# Activity:
The answer must be one number: how many lines in the data below include the string "Expressway".

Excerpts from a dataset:
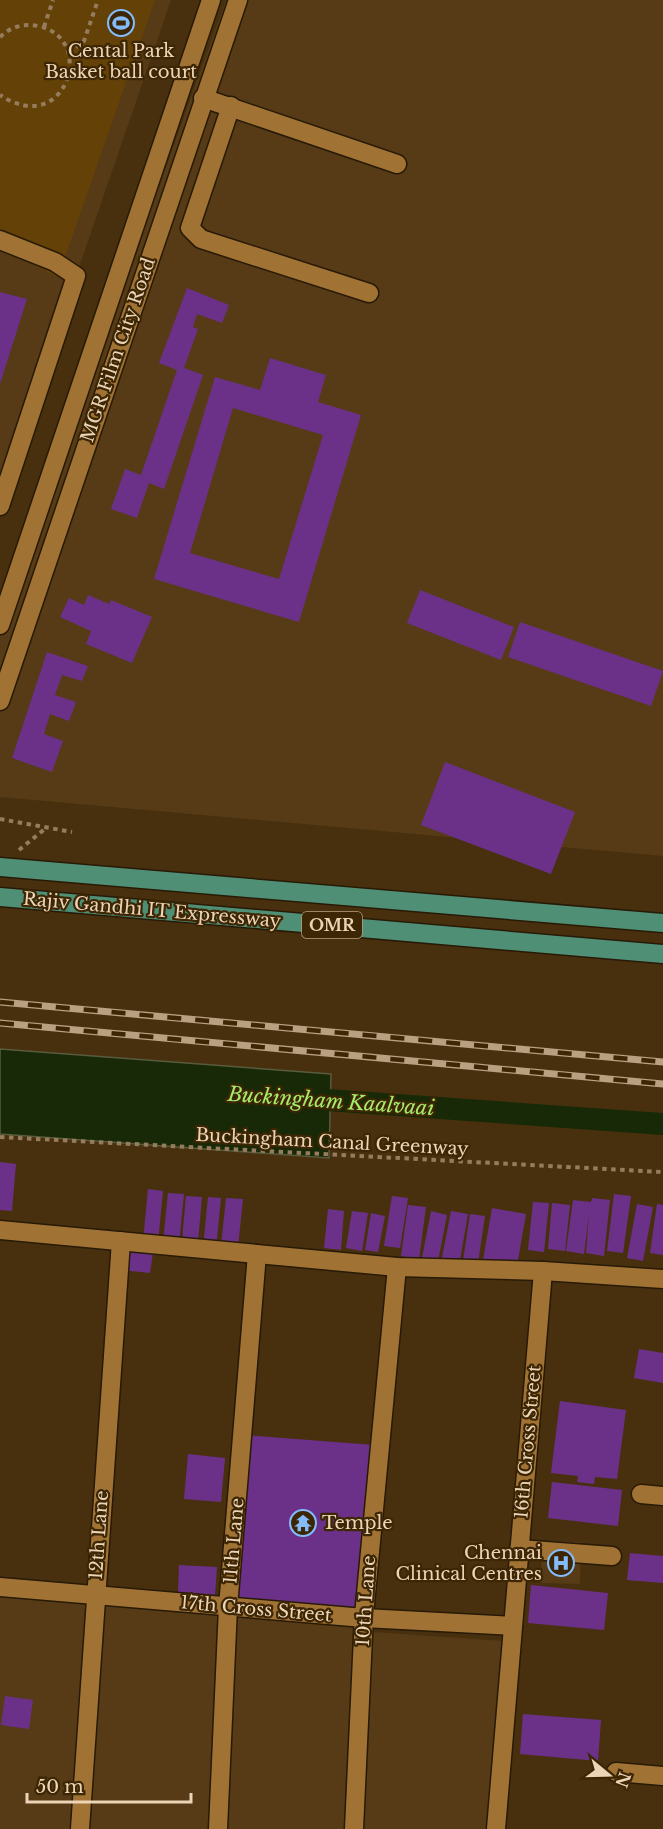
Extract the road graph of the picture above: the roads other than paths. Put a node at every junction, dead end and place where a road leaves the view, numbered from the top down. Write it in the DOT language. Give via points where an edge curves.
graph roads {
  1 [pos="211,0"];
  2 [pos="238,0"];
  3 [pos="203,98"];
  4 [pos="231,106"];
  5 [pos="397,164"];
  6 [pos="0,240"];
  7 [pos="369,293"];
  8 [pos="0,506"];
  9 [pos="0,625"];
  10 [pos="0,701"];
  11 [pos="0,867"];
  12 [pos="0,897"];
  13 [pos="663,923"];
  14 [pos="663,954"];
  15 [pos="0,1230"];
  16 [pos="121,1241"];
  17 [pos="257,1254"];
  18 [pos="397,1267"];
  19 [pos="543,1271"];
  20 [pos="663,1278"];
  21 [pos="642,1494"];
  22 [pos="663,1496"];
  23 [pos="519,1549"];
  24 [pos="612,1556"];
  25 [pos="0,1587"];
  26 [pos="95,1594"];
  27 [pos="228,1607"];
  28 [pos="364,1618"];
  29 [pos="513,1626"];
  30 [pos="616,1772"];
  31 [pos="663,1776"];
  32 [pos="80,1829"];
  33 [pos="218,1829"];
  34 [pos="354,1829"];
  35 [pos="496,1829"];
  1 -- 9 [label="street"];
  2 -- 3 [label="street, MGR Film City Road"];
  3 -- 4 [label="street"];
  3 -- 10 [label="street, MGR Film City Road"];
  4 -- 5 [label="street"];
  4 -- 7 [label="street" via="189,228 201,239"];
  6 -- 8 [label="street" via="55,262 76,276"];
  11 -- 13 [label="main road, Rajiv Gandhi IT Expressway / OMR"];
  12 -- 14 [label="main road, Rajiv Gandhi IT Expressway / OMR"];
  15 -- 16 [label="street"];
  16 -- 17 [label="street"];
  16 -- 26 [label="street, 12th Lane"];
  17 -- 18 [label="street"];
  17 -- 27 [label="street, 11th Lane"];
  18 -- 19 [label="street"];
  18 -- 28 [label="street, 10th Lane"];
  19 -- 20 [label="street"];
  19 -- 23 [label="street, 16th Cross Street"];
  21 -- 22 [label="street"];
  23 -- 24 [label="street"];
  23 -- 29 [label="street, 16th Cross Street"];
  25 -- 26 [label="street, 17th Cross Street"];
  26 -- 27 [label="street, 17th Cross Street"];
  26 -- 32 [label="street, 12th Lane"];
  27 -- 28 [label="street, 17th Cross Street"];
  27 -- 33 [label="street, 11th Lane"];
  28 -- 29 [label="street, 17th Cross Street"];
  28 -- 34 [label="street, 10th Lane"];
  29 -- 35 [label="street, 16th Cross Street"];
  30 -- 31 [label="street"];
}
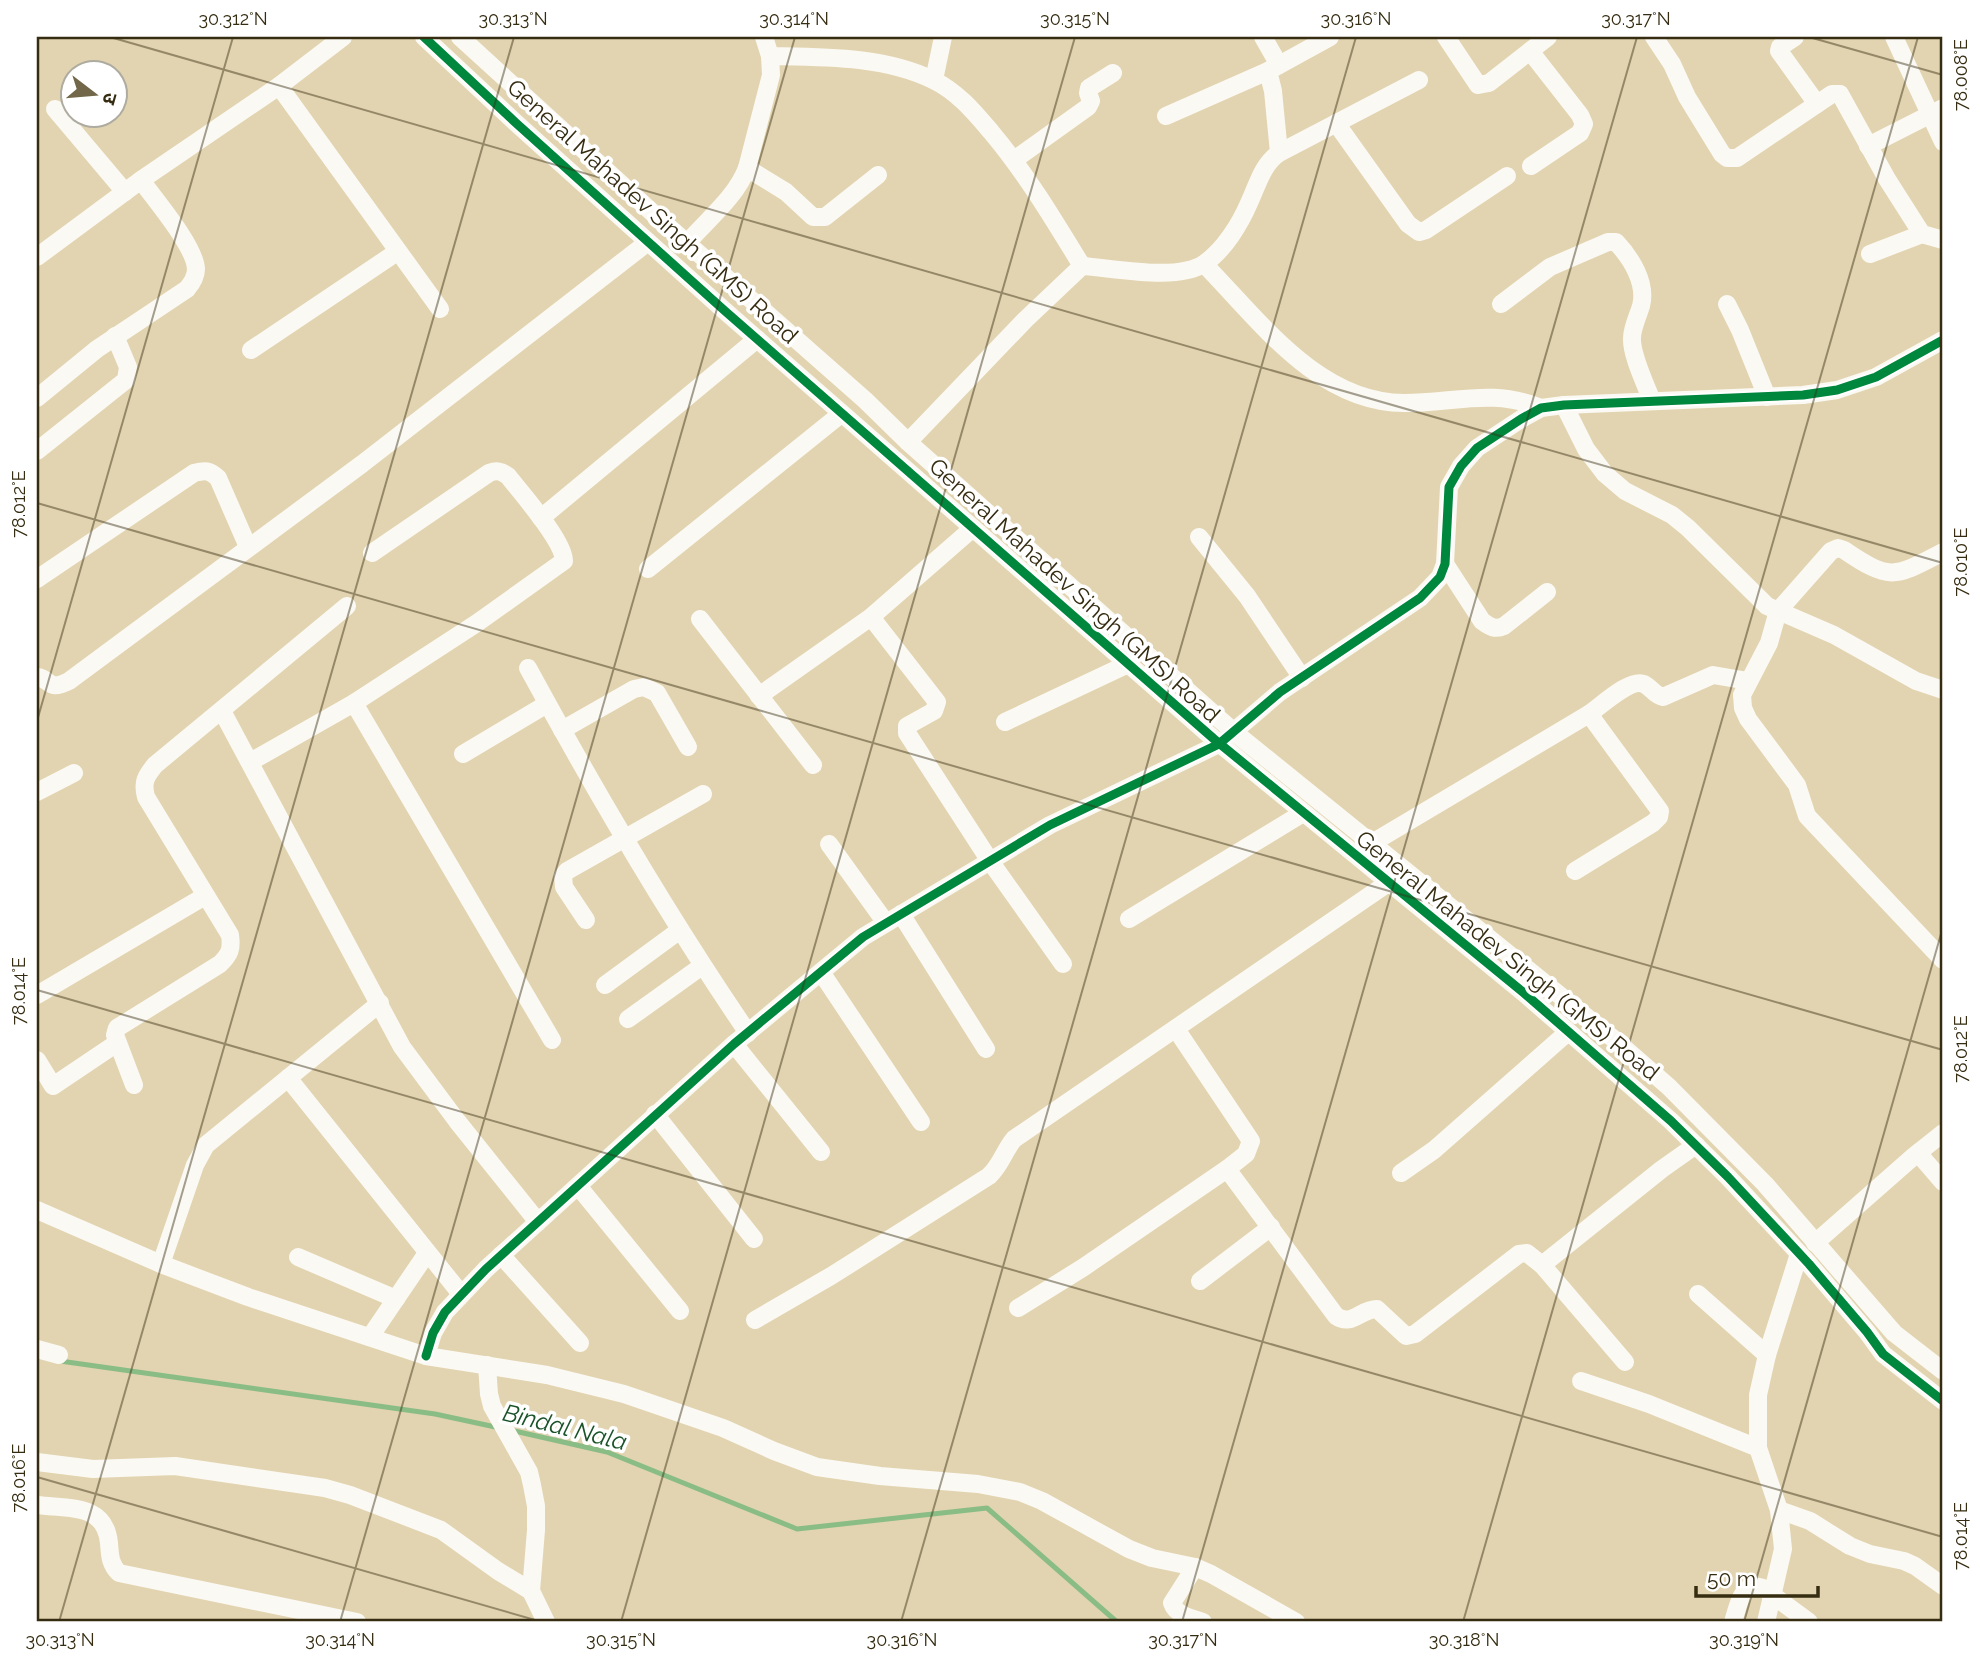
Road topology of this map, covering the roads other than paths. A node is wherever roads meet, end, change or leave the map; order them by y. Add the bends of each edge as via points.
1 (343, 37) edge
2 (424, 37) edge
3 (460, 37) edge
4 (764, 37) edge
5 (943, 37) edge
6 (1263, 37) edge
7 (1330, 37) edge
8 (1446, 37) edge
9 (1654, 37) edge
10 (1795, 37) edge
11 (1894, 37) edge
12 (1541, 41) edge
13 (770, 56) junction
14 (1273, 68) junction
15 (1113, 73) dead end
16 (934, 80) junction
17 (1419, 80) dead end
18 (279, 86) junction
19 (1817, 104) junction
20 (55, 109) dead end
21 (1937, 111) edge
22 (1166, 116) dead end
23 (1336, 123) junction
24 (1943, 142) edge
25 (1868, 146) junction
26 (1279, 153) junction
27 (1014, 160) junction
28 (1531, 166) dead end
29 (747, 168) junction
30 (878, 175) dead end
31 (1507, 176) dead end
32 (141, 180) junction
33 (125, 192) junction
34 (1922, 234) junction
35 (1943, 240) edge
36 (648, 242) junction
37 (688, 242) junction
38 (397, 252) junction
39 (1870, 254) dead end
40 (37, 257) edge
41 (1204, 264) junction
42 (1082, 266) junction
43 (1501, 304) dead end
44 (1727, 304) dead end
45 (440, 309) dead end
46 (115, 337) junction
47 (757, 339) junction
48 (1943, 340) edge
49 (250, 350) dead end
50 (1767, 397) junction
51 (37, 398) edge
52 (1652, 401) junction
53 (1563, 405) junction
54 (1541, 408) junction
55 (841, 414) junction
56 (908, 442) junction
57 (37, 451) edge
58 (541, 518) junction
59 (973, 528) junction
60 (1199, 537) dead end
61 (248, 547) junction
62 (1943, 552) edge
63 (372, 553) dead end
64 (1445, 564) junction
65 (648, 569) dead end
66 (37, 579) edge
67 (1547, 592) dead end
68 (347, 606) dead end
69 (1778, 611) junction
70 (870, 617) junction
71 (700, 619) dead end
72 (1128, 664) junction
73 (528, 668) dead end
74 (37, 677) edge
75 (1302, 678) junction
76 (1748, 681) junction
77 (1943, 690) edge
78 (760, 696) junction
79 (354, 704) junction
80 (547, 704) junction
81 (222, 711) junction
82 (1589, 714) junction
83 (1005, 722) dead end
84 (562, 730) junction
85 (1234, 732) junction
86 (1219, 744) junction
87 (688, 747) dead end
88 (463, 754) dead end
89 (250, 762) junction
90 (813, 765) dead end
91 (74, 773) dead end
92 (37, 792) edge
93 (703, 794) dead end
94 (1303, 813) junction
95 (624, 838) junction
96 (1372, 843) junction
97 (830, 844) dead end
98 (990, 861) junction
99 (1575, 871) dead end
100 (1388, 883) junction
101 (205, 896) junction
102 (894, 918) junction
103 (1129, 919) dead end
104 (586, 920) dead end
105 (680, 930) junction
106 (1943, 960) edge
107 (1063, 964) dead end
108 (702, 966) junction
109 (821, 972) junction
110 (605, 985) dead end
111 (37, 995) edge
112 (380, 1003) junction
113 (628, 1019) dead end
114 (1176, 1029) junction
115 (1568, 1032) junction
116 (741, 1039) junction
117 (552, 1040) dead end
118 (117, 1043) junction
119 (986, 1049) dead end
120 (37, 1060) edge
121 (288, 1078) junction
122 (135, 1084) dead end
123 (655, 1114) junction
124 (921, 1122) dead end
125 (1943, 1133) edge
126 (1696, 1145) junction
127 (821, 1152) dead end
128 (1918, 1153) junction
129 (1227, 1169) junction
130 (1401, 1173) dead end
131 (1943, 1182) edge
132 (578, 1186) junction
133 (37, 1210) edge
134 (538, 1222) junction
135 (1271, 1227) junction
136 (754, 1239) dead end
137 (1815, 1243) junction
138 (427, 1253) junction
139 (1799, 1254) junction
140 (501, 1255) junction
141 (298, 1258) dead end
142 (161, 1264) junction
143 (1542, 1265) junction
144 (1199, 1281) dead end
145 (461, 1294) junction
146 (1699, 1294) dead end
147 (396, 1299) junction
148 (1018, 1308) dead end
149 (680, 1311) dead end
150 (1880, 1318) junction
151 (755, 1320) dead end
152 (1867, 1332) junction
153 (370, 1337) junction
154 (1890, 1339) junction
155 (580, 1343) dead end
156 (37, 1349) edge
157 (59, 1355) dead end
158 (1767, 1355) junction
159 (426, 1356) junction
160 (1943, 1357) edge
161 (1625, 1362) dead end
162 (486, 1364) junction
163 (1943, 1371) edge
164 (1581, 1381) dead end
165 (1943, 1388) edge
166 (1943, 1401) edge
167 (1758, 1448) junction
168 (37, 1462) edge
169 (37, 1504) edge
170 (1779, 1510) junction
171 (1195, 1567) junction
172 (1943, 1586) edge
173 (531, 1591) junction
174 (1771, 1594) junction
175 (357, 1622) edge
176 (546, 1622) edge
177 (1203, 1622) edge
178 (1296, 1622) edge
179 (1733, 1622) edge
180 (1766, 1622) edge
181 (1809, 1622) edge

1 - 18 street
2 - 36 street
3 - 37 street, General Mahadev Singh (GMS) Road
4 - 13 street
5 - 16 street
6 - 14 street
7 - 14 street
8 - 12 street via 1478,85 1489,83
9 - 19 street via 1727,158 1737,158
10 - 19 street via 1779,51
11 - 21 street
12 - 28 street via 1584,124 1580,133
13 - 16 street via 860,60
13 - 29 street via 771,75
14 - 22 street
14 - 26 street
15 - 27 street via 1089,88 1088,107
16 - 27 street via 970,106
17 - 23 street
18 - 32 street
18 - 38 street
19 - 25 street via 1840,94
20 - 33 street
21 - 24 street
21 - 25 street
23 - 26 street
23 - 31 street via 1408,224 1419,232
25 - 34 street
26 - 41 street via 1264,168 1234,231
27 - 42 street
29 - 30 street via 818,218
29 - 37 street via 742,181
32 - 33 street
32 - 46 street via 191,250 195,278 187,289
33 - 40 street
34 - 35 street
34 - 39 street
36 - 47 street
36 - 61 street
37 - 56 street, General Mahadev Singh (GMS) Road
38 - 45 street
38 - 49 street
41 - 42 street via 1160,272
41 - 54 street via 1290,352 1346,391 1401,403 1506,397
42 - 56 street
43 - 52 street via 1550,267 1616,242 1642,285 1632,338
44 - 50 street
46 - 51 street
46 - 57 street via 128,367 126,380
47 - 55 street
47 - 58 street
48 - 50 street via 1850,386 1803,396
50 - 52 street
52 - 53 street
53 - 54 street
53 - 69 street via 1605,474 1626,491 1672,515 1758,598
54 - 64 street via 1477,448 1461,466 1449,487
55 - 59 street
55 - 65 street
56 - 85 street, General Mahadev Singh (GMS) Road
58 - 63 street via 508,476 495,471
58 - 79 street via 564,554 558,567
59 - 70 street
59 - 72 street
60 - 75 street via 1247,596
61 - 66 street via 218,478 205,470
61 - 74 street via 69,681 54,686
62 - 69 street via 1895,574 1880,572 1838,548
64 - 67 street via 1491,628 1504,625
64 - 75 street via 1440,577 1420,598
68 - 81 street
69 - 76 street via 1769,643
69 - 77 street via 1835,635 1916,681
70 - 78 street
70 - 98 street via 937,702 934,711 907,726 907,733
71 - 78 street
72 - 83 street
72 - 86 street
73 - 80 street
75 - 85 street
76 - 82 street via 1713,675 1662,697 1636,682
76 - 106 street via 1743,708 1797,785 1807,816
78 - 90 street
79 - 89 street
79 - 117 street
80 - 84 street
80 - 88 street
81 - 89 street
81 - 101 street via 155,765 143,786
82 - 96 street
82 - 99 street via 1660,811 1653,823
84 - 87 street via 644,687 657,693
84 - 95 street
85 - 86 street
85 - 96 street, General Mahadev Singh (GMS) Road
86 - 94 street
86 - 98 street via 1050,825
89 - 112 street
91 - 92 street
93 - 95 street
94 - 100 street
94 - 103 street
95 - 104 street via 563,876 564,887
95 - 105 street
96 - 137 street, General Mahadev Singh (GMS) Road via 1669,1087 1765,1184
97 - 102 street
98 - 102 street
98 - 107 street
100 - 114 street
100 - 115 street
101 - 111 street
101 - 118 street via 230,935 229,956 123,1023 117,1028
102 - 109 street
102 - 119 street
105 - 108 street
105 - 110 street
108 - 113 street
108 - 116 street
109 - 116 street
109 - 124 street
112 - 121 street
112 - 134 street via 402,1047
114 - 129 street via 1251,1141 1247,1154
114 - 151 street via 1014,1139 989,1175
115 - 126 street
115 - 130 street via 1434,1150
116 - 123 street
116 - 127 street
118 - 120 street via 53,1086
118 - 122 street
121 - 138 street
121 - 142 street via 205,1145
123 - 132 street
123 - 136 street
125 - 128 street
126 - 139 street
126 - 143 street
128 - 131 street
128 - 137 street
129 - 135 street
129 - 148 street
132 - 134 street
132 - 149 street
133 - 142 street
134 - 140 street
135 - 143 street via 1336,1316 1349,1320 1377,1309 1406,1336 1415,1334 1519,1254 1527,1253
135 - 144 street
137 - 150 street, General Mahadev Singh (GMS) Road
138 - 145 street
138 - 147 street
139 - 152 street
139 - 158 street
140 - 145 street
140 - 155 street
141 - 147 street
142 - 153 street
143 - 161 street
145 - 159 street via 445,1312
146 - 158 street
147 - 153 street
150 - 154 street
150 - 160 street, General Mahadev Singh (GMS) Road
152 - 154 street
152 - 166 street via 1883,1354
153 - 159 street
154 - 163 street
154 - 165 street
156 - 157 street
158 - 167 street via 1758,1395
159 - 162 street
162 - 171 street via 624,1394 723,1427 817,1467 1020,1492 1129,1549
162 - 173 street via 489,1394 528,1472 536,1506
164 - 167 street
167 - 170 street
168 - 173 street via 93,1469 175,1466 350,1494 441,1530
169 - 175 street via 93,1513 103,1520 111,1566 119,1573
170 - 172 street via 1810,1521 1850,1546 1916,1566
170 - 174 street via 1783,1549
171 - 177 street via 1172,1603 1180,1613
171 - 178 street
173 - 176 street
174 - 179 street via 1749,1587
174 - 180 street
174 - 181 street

# Result below:
2